This new report highlights solutions which can be implemented in the short term and have the potential to make a significant contribution to a “Beyond 2°C” scenario for the mobility sector. The Open Lab’s “Beyond 2°C” community brings together about twenty major companies from the mobility sector committed to making a positive contribution to tackling climate change.
The transport sector is a key player in achieving the <2°C target:
The transport sector is the third largest contributor in terms of CO2 emission, it accounts for 24% of the global energy-related CO2 emissions (9.4 GtCO2 as of 2014) and its share is projected to grow to 26% by 2030 (11,4 GtCO2) in a business-as-usual scenario, while a “beyond 2°C” scenario would require limiting CO2 emissions to 7.9 GtCO2 by 2030.

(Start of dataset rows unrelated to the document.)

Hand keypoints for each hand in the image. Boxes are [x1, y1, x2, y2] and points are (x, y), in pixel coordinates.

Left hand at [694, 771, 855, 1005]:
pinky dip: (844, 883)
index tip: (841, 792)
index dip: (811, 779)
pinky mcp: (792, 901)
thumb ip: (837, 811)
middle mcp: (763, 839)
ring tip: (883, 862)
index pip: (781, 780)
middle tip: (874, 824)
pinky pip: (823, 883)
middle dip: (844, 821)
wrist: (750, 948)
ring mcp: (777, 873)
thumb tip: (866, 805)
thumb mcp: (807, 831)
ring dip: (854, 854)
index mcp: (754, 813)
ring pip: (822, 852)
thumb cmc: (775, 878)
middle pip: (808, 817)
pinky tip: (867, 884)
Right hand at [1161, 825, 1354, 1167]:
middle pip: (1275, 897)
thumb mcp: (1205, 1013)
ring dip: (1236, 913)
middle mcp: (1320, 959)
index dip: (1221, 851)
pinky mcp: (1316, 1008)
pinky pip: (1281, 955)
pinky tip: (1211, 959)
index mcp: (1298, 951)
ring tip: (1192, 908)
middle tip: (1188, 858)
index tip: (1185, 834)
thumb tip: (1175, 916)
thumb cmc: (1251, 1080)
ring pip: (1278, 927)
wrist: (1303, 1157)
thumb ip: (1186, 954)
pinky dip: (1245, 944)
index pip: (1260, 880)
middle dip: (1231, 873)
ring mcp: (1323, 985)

The Open Lab Mobility takes the opportunity of the World Economic Forum’s 2018 Annual Meeting and its “Shaping the Future of Mobility” initiative to provide concrete recommendations for policy makers on the implementation and scale-up of innovative clean mobility solutions. Compared to a business-as-usual scenario, active deployment of the solutions highlighted in this report could lead to reducing CO2 emissions from the transport sector in 2030 by 5.3% (0.6 GtCO2e) in a conservative scenario and by 12.3% (1.4 GtCO2e) in an optimum scenario. This represents 15% to 40% of the mitigation effort necessary for the transport sector to be in line with the IEA’s “beyond 2°C” scenario by 2030.
The potential of societal and behavior shifts to achieve short-term CO2 mitigation:
A number of solutions foster the optimization of existing infrastructure and of the current stock of vehicles. They contribute to reducing the demand for mobility or shifting to lowcarbon transport alternatives. Such solutions could be promoted to accelerate the transition and trigger emission reductions in the very short term:
– Incentive schemes in favor of behavioral and modal shifts in passenger transportation
– Eco-driving technologies and training programs
– Car-pooling applications and the sharing economy in freight transport
Out of the 3.5 GtCO2e abatement needed to be in line with the IEA’s “beyond 2°C” scenario by 2030, 3.4% (0.12 GtCO2e) could come from the large-scale deployment of these solutions in a conservative scenario, and up to 14.2% (0.49 GtCO2e) in an optimum scenario. These solutions rely on technologies that are already available on the mass-market – especially digital technologies and the use of big data solutions – but require new practices in public-policy making and the development of new types of public-private partnership.
The medium-term potential of alternative fuels to contribute to the “Beyond 2°C Scenario”:
The most impactful solutions on a global scale rely on technologies and infrastructure that will require very important capital investments in the long term. Such solutions include:
– Sustainable biofuels
– Battery electric vehicles
– Natural gas vehicles
– Hydrogen-based fuel cell electric vehicles
Out of the 3.5 GtCO2e abatement needed to be in line with the IEA’s “beyond 2°C” scenario by 2030, 11.3% (0.40 GtCO2e) could come from the contribution of these four alternative fuels solutions in a conservative scenario, and up to 22.8% (0.80 GtCO2e) in an optimum scenario.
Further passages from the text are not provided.